Seven years ago,Shelli was riding her much-loved ’75 Honda CB400F to the gym after work when a teenaged driver, “seemingly on a whim” turned into her path, hitting her bike. The teenage driver took off. As Shelli (who was uninjured—she’s in the motorcycle apparel business, not one to ride around unprotected) and witnesses scrambled to remember the car’s license plate number, incredibly, amongst the twisted wreckage of Shelli’s fire-engine red baby, someone noticed the front plate of the car lying amidst the shards. The driver turned himself in a few days later.

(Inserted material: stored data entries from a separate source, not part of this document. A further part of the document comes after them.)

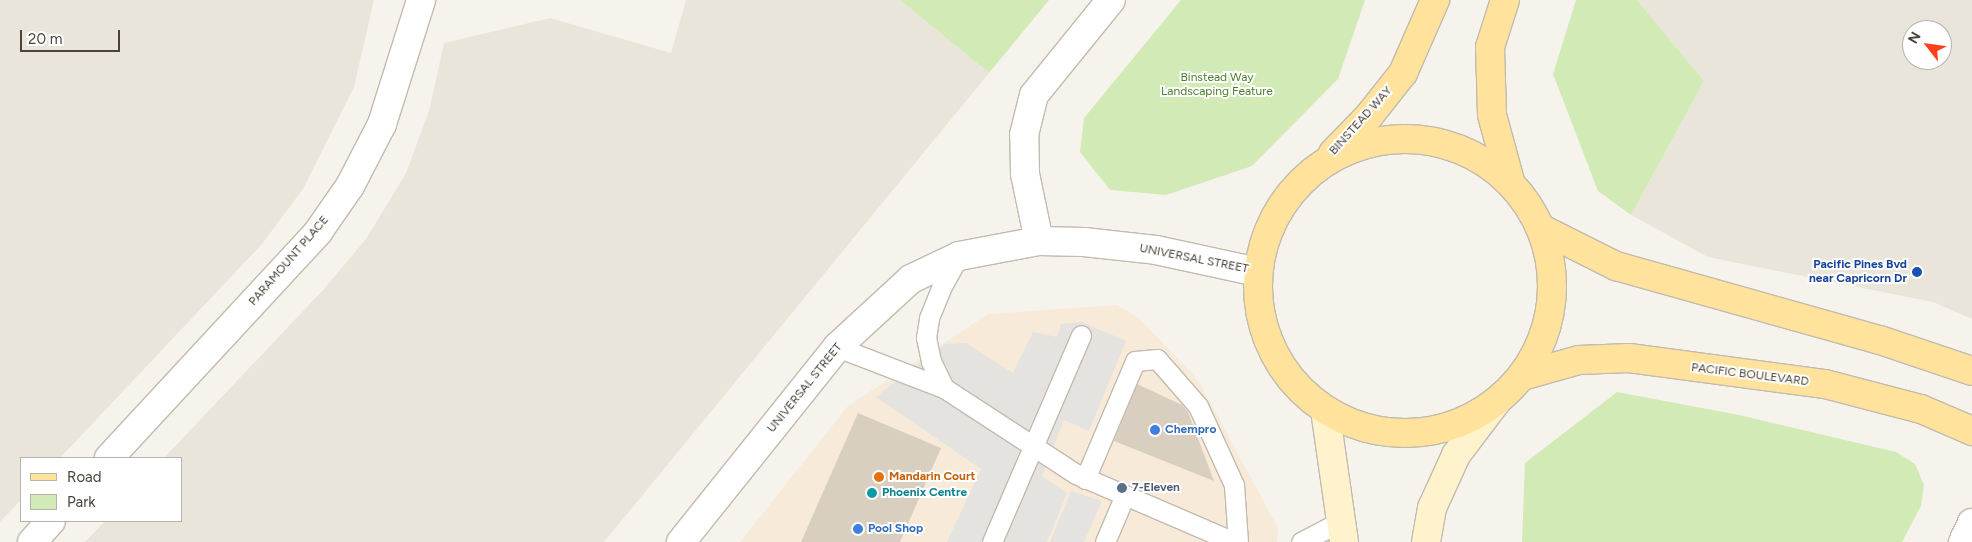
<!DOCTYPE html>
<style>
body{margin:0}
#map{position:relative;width:1972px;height:542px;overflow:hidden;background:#f6f3ec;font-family:Figtree,sans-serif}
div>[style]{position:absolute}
.residential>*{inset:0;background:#eae5da}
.commercial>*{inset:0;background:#f7ead8}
.green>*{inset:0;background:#d2eab5}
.parking>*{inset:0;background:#e5e3e0}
.building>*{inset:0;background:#d8cfc1}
.roads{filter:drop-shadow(1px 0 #c2bbae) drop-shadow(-1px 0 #c2bbae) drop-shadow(0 1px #c2bbae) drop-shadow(0 -1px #c2bbae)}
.service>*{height:19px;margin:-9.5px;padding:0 9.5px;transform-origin:9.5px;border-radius:9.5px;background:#fff}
.minor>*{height:28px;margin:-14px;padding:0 14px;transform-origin:14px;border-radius:14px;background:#fff}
.tertiary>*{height:28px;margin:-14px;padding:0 14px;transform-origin:14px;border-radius:14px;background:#fff}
.secondary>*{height:28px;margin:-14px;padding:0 14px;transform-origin:14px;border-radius:14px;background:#fff3cd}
.primary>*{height:28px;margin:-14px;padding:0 14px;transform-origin:14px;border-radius:14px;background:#ffe39c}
.primary>.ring{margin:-14px;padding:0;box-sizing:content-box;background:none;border:28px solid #ffe39c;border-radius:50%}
.dots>*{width:14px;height:14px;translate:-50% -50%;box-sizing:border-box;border:2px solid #fff;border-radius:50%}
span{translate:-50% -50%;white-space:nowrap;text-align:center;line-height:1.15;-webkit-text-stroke:4px #fff;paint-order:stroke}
.park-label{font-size:12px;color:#4a7f2a}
.street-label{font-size:12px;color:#4b4439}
.transit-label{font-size:12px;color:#164399;font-weight:700}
.right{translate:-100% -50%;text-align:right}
.shop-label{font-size:12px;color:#366cbe;font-weight:700}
.left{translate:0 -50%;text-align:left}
.food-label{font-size:12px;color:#c56008;font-weight:700}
.service-label{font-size:12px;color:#4e5e75;font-weight:700}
.culture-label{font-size:12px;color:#0d838f;font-weight:700}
.legend{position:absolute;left:20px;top:457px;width:162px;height:65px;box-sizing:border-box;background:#fff;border:1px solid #b7b4b0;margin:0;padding:6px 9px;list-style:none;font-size:15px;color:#4b4439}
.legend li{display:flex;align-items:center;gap:10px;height:25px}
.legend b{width:25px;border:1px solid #b7b4b0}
.north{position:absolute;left:1902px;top:20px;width:50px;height:50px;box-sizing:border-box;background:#fff;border:1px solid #b7b4b0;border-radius:50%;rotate:300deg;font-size:14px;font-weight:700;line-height:20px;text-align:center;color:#4b4439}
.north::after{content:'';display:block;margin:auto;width:18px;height:22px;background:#fc3f1d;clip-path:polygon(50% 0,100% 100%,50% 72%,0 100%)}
.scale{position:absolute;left:20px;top:30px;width:100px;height:22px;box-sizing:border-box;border:2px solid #4b4439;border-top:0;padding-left:6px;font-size:15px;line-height:18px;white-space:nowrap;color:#4b4439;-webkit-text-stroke:4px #fff;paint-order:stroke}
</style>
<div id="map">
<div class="residential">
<i style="clip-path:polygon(0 0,374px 0,354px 87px,303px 189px,262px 244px,60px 458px,21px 458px,21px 500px,0 522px)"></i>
<i style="clip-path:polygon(686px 0,900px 0,989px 73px,604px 542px,85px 542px,105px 521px,181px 521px,181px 458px,164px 458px,324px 289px,366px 239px,406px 173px,429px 111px,444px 43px,550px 18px,671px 53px)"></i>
<i style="clip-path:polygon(evenodd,1637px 0,1972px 0,1972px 319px,1933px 302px,1708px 257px,1631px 215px,1704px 81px,1637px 0,1912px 30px,1942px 30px,1942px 60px,1912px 60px,1912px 30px)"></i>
</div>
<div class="commercial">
<i style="clip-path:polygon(1117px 305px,1138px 317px,1198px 380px,1278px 528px,1277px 542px,740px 542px,848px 406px,988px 314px)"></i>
</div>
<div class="green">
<i style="clip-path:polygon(900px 0,1049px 0,989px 73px)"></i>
<i style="clip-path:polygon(1181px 0,1365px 0,1338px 79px,1252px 166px,1166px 195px,1110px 190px,1080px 152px,1084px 118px)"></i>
<i style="clip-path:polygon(1576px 0,1637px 0,1704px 81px,1631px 215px,1598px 191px,1553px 74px)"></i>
<i style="clip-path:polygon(1617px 392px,1739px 415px,1896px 452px,1915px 464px,1924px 485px,1921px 506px,1902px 542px,1522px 542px,1525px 463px)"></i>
</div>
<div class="parking">
<i style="clip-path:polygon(1082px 322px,1126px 341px,1089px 431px,1064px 420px,1042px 476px,1067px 493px,1047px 542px,947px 542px,981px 469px,876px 397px,944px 344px,966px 343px,1013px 373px,1033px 332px,1057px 337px,1061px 324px)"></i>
<i style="clip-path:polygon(1071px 491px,1102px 501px,1084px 542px,1050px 542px)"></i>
</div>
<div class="building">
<i style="clip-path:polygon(1137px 384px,1182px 405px,1188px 412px,1214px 481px,1114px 441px)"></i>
<i style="clip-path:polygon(858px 413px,941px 448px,900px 542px,801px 542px)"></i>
</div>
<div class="roads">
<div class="service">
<i style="left:837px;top:347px;width:115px;rotate:21deg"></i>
<i style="left:944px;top:388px;width:158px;rotate:33.1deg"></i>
<i style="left:1076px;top:474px;width:172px;rotate:23.3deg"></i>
<i style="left:944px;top:388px;width:30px;rotate:-116deg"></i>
<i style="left:931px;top:361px;width:24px;rotate:-102deg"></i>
<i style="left:926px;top:338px;width:20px;rotate:-81deg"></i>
<i style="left:929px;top:318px;width:32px;rotate:-68deg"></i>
<i style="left:941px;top:288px;width:37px;rotate:-61deg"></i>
<i style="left:1085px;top:479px;width:128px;rotate:-67deg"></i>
<i style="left:1135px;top:361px;width:22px;rotate:-5deg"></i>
<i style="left:1157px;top:359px;width:62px;rotate:48.9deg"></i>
<i style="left:1198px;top:406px;width:87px;rotate:65.5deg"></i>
<i style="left:1234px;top:485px;width:57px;rotate:86deg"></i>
<i style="left:992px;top:542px;width:225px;rotate:-66.7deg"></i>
<i style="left:1105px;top:542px;width:51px;rotate:-66.9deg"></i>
<i style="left:1301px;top:542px;width:47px;rotate:-27.6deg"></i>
</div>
<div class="minor">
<i style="left:1039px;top:241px;width:68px;rotate:-101.8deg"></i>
<i style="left:1025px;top:174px;width:39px;rotate:-91deg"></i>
<i style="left:1024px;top:135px;width:41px;rotate:-76deg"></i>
<i style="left:1034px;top:95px;width:122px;rotate:-51deg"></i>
<i style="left:109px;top:458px;width:308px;rotate:-47.2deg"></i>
<i style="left:318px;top:232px;width:56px;rotate:-55.2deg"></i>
<i style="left:350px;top:186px;width:70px;rotate:-62.7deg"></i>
<i style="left:382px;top:124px;width:130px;rotate:-72.5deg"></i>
<i style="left:32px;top:542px;width:28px;rotate:-48deg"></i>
<i style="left:1963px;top:542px;width:21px;rotate:-65deg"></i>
</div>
<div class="tertiary">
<i style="left:681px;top:542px;width:250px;rotate:-51.3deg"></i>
<i style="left:837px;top:347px;width:100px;rotate:-42.6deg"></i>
<i style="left:911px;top:279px;width:53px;rotate:-25.6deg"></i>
<i style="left:959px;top:256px;width:81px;rotate:-10.6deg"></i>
<i style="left:1039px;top:241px;width:45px;rotate:1.3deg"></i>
<i style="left:1084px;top:242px;width:72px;rotate:6.3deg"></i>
<i style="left:1156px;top:250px;width:104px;rotate:12.2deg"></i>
</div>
<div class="secondary">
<i style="left:1325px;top:410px;width:133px;rotate:81.8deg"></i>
<i style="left:1426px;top:542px;width:35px;rotate:-80deg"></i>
<i style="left:1432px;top:508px;width:58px;rotate:-65.6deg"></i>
<i style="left:1456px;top:455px;width:68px;rotate:-52.8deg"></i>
</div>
<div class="primary">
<i style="left:1505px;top:0;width:49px;rotate:107.7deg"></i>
<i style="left:1490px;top:47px;width:68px;rotate:88.3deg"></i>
<i style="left:1492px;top:115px;width:68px;rotate:74.7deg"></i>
<i class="ring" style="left:1258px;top:139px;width:266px;height:266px"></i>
<i style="left:1333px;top:153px;width:52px;rotate:-45.8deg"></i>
<i style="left:1369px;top:116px;width:55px;rotate:-51.7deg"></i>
<i style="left:1403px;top:73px;width:80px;rotate:-66.3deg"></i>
<i style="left:1542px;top:229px;width:83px;rotate:26.6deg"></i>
<i style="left:1616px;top:266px;width:274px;rotate:15.7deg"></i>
<i style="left:1880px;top:340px;width:97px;rotate:18.6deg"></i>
<i style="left:1522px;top:376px;width:59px;rotate:-15.7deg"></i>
<i style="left:1579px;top:360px;width:50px;rotate:-2.3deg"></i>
<i style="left:1629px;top:358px;width:198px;rotate:7.6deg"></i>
<i style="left:1825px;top:384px;width:99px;rotate:14.6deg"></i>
<i style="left:1921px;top:409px;width:56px;rotate:23.3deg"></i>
</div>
</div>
<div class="dots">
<i style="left:1917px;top:272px;background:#1a4fb4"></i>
<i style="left:1155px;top:430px;background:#3f7fe0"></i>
<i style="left:879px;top:477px;background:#e8710a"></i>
<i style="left:1122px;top:488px;background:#5c6f8a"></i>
<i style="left:872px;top:493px;background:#0f9aa8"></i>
<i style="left:858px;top:529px;background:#3f7fe0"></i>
</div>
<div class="park-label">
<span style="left:1217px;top:85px">Binstead Way<br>Landscaping Feature</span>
</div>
<div class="street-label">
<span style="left:1361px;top:121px;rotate:-48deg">BINSTEAD WAY</span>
<span style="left:1194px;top:259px;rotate:11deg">UNIVERSAL STREET</span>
<span style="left:289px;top:261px;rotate:-49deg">PARAMOUNT PLACE</span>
<span style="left:1750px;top:375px;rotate:7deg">PACIFIC BOULEVARD</span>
<span style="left:805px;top:388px;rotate:-51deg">UNIVERSAL STREET</span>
</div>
<div class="transit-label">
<span class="right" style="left:1907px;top:272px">Pacific Pines Bvd<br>near Capricorn Dr</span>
</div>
<div class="shop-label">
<span class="left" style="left:1165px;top:430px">Chempro</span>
<span class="left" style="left:868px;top:529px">Pool Shop</span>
</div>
<div class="food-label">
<span class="left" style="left:889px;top:477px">Mandarin Court</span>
</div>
<div class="service-label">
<span class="left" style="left:1132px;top:488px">7-Eleven</span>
</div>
<div class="culture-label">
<span class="left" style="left:882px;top:493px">Phoenix Centre</span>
</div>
<ul class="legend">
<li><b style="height:6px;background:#ffe39c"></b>Road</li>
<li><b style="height:14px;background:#d2eab5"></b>Park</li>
</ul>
<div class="north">N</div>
<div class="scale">20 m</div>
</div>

Justice was served, but Shelli’s bike was a wreck. But even though the frame was twisted, there were still a lot of salvageable parts: the rare sidepanels with original stickers, the shocks that resembled the stockers but worked far better, and the miraculously rust-free four-into-one headers and NOS muffler. And then, as Shelli was planning to put the disembodied bits of her bike into deep storage, her friend Nancy offered to sell her daily-driver ’76 CB400F.

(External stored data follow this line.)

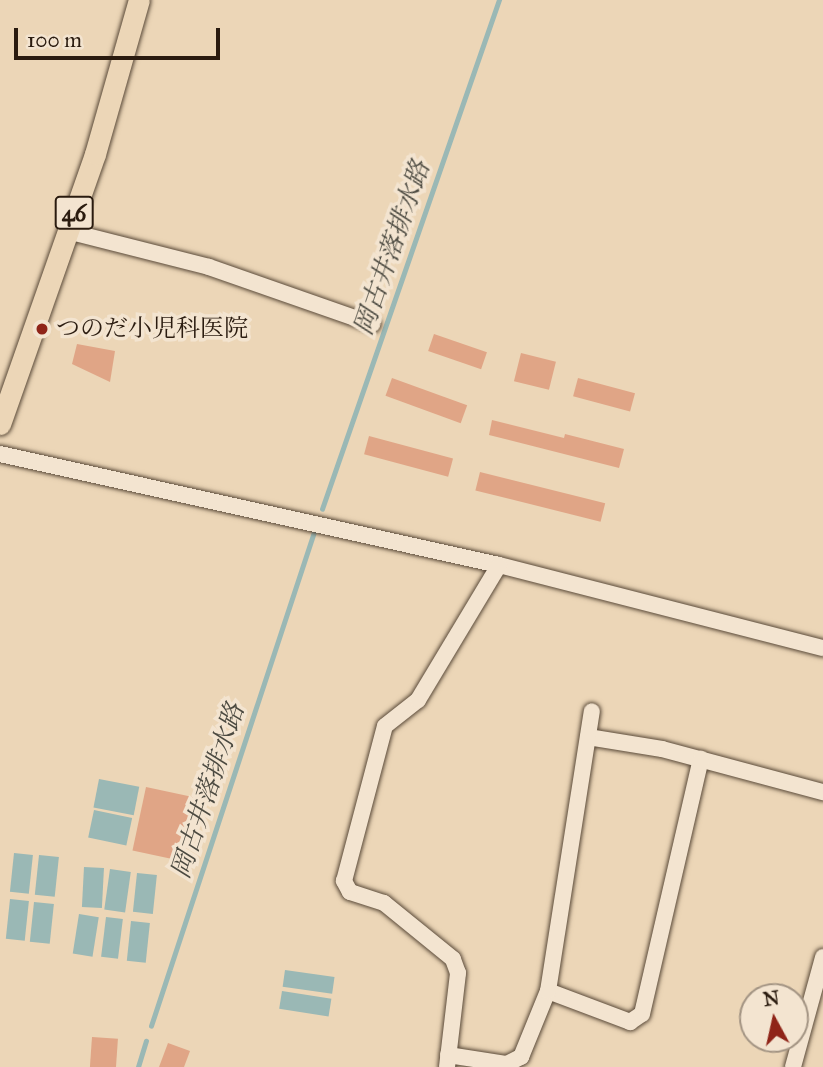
<!DOCTYPE html>
<html>
<head>
<meta charset="utf-8">
<style>
  body { margin:0 }
  #map { position:relative; width:823px; height:1067px; overflow:hidden; background:#ecd6b7; font-family:"IM FELL Great Primer","Noto Serif JP",serif }
  div>[style] { position:absolute }
  [style*='--x'] { left:calc(var(--x)*1px); top:calc(var(--y)*1px); width:calc(var(--w)*1px); rotate:calc(var(--a)*1deg) }
  .water>* { inset:0; background:#9ab8b5; transform-origin:0 0 }
  .stream>* { height:4.5px; margin:-2.25px; padding:0 2.25px; transform-origin:2.25px; border-radius:2.25px; background:#9ab8b5 }
  .building>* { inset:0; background:#e0a586; transform-origin:0 0 }
  .roads { filter:drop-shadow(0 0 2px #5a4a39) drop-shadow(0 0 2px #5a4a39) }
  .minor>* { height:16px; margin:-8px; padding:0 8px; transform-origin:8px; border-radius:8px; background:#f3e4d0 }
  .major>* { height:21px; margin:-10.5px; padding:0 10.5px; transform-origin:10.5px; border-radius:10.5px; background:#ecd6b7 }
  .dots>* { width:19px; height:19px; translate:-50% -50%; box-sizing:border-box; border:4px solid #f3e4d0; border-radius:50% }
  span { translate:-50% -50%; white-space:nowrap; text-align:center; line-height:1.15; -webkit-text-stroke:7px #f3e4d0; paint-order:stroke }
  .shield-label span { padding:2px 5px; background:#f3e4d0; border:2px solid; border-radius:5px; -webkit-text-stroke-width:0 }
  .shield-label { font-size:23px; color:#2a1b0f; font-weight:700 }
  .poi-label { font-size:24px; color:#2a1b0f }
  .left { translate:0 -50%; text-align:left }
  .water-label { font-size:26px; color:#4c4a41; font-style:italic }
  .north { position:absolute; left:739px; top:983px; width:70px; height:70px; box-sizing:border-box; background:#f3e4d0; border:2px solid #a39483; border-radius:50%; rotate:352deg; font-size:19px; font-weight:700; line-height:28px; text-align:center; color:#2a1b0f }
  .north::after { content:''; display:block; margin:auto; width:24px; height:32px; background:#8f2418; clip-path:polygon(50% 0,100% 100%,50% 72%,0 100%) }
  .scale { position:absolute; left:14px; top:28px; width:206px; height:32px; box-sizing:border-box; border:4px solid #2a1b0f; border-top:0; padding-left:9px; font-size:21px; line-height:24px; white-space:nowrap; color:#2a1b0f; -webkit-text-stroke:5px #f3e4d0; paint-order:stroke }
</style>
</head>
<body>
<div id="map">
  <div class="water">
    <i style="left:99px;top:779px;width:41px;height:29px;rotate:11deg"></i>
    <i style="left:94px;top:810px;width:39px;height:28px;rotate:12deg"></i>
    <i style="left:14px;top:853px;width:19px;height:39px;rotate:6deg"></i>
    <i style="left:39px;top:855px;width:20px;height:40px;rotate:6deg"></i>
    <i style="left:84px;top:867px;width:20px;height:40px;rotate:3deg"></i>
    <i style="left:110px;top:869px;width:21px;height:41px;rotate:8deg"></i>
    <i style="left:137px;top:873px;width:20px;height:39px;rotate:6deg"></i>
    <i style="left:10px;top:899px;width:19px;height:40px;rotate:6deg"></i>
    <i style="left:34px;top:902px;width:20px;height:40px;rotate:6deg"></i>
    <i style="left:79px;top:914px;width:20px;height:40px;rotate:9deg"></i>
    <i style="left:106px;top:917px;width:17px;height:40px;rotate:7deg"></i>
    <i style="left:131px;top:921px;width:19px;height:40px;rotate:6deg"></i>
    <i style="left:285px;top:970px;width:50px;height:17px;rotate:8deg"></i>
    <i style="left:282px;top:991px;width:50px;height:18px;rotate:9deg"></i>
  </div>
  <div class="stream">
    <i style="--x:322;--y:509;--w:539;--a:-70.83"></i>
    <i style="--x:151;--y:1026;--w:523;--a:-71.74"></i>
    <i style="--x:138;--y:1067;--w:27;--a:-73"></i>
  </div>
  <div class="building">
    <i style="left:434px;top:334px;width:56px;height:18px;rotate:19deg"></i>
    <i style="clip-path:polygon(77px 344px,115px 351px,110px 382px,72px 364px)"></i>
    <i style="left:521px;top:353px;width:36px;height:29px;rotate:14deg"></i>
    <i style="left:392px;top:378px;width:80px;height:19px;rotate:20deg"></i>
    <i style="left:578px;top:378px;width:59px;height:19px;rotate:15deg"></i>
    <i style="clip-path:polygon(492px 420px,564px 438px,565px 434px,624px 449px,619px 468px,489px 435px)"></i>
    <i style="left:369px;top:436px;width:87px;height:19px;rotate:15deg"></i>
    <i style="left:480px;top:472px;width:129px;height:19px;rotate:14deg"></i>
    <i style="left:146px;top:787px;width:49px;height:65px;rotate:12deg"></i>
    <i style="left:92px;top:1037px;width:26px;height:30px;rotate:4deg"></i>
    <i style="clip-path:polygon(168px 1043px,190px 1051px,184px 1067px,159px 1067px)"></i>
  </div>
  <div class="roads">
    <div class="minor">
      <i style="--x:67;--y:231;--w:146;--a:14.2"></i>
      <i style="--x:209;--y:267;--w:173;--a:19.3"></i>
      <i style="--x:0;--y:454;--w:511;--a:12.54"></i>
      <i style="--x:499;--y:565;--w:334;--a:14.4"></i>
      <i style="--x:588;--y:737;--w:75;--a:9.2"></i>
      <i style="--x:662;--y:749;--w:167;--a:15"></i>
      <i style="--x:548;--y:991;--w:88;--a:20.7"></i>
      <i style="--x:630;--y:1022;--w:14;--a:-34"></i>
      <i style="--x:642;--y:1014;--w:262;--a:-77"></i>
      <i style="--x:448;--y:1055;--w:60;--a:8.7"></i>
      <i style="--x:507;--y:1064;--w:16;--a:-27"></i>
      <i style="--x:521;--y:1057;--w:71;--a:-67.8"></i>
      <i style="--x:548;--y:991;--w:283;--a:-81.1"></i>
      <i style="--x:447;--y:1067;--w:95;--a:-83.3"></i>
      <i style="--x:458;--y:973;--w:15;--a:-110"></i>
      <i style="--x:453;--y:959;--w:89;--a:-140.9"></i>
      <i style="--x:384;--y:903;--w:36;--a:-162"></i>
      <i style="--x:350;--y:892;--w:13;--a:-119"></i>
      <i style="--x:344;--y:881;--w:160;--a:-75.2"></i>
      <i style="--x:385;--y:726;--w:42;--a:-38.2"></i>
      <i style="--x:418;--y:700;--w:157;--a:-59"></i>
      <i style="--x:793;--y:1067;--w:114;--a:-74.7"></i>
    </div>
    <div class="major">
      <i style="--x:0;--y:424;--w:286;--a:-70.6"></i>
      <i style="--x:95;--y:154;--w:160;--a:-74.1"></i>
    </div>
  </div>
  <div class="dots">
    <i style="left:42px;top:329px;background:#8f2418"></i>
  </div>
  <div class="shield-label">
    <span style="left:74px;top:213px">46</span>
  </div>
  <div class="poi-label">
    <span class="left" style="left:56px;top:329px">つのだ小児科医院</span>
  </div>
  <div class="water-label">
    <span style="left:392px;top:248px;rotate:-71deg">岡古井落排水路</span>
    <span style="left:208px;top:791px;rotate:-72deg">岡古井落排水路</span>
  </div>
  <div class="north">N</div>
  <div class="scale">100 m</div>
</div>
</body>
</html>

“I wasn’t sure I wanted to buy Nancy’s bike because I was so distraught about my own,” recalls Shelli. “I didn’t think that I wanted to care about a bike that much again.” But to paraphrase Tom Petty, the heart has a mind of its own, and a deal was struck. Once again Shelli was riding a Supersport.
If you don’t remember the ’70s—either because you were too young, didn’t yet exist or were too stoned—the Supersport was one of the iconic bikes of that decade. It was also important; it was Japan’s first stab at a cafe racer, with clean, minimalist European styling that was a departure from the 1940s-styled Brit bikes and 1930s-styled Harleys that dominated the moto-landscape. And it offered performance to match its low bars, rearset pegs and race-style tank—the six-speed motor revved to 10,000 rpm, the four-into-one exhaust sounded as good as it looked, and the 390-pound wet weight meant it was much more flickable and fun to ride than the bigger (and admittedly, way faster) multi-cylinder machines. It was only in production three years (1975-1977) and has since become one of the more collectible bikes of the ’70s, with clean examples fetching $5000 or more.
“That CB was the first bike that was really mine. I poured a lot of love and some money into it,” Shelli reminisces. “It was clean, reliable and fun…it was my baby.” Definitely worth saving, so she took her faithful-yet-tired ’76 and her boxes of parts to see Charlie O’Hanlon at Charlie’s Place in San Francisco. O’Hanlon is one of the luminaries of San Francisco’s vibrant vintage Honda scene (www.charliesplace.com; 415/255-0316), an undisputed master of getting vintage metal to run, go, stop—and look like new.
You can’t get your youth back—but you can get the bike from your youth. And make it better than ever.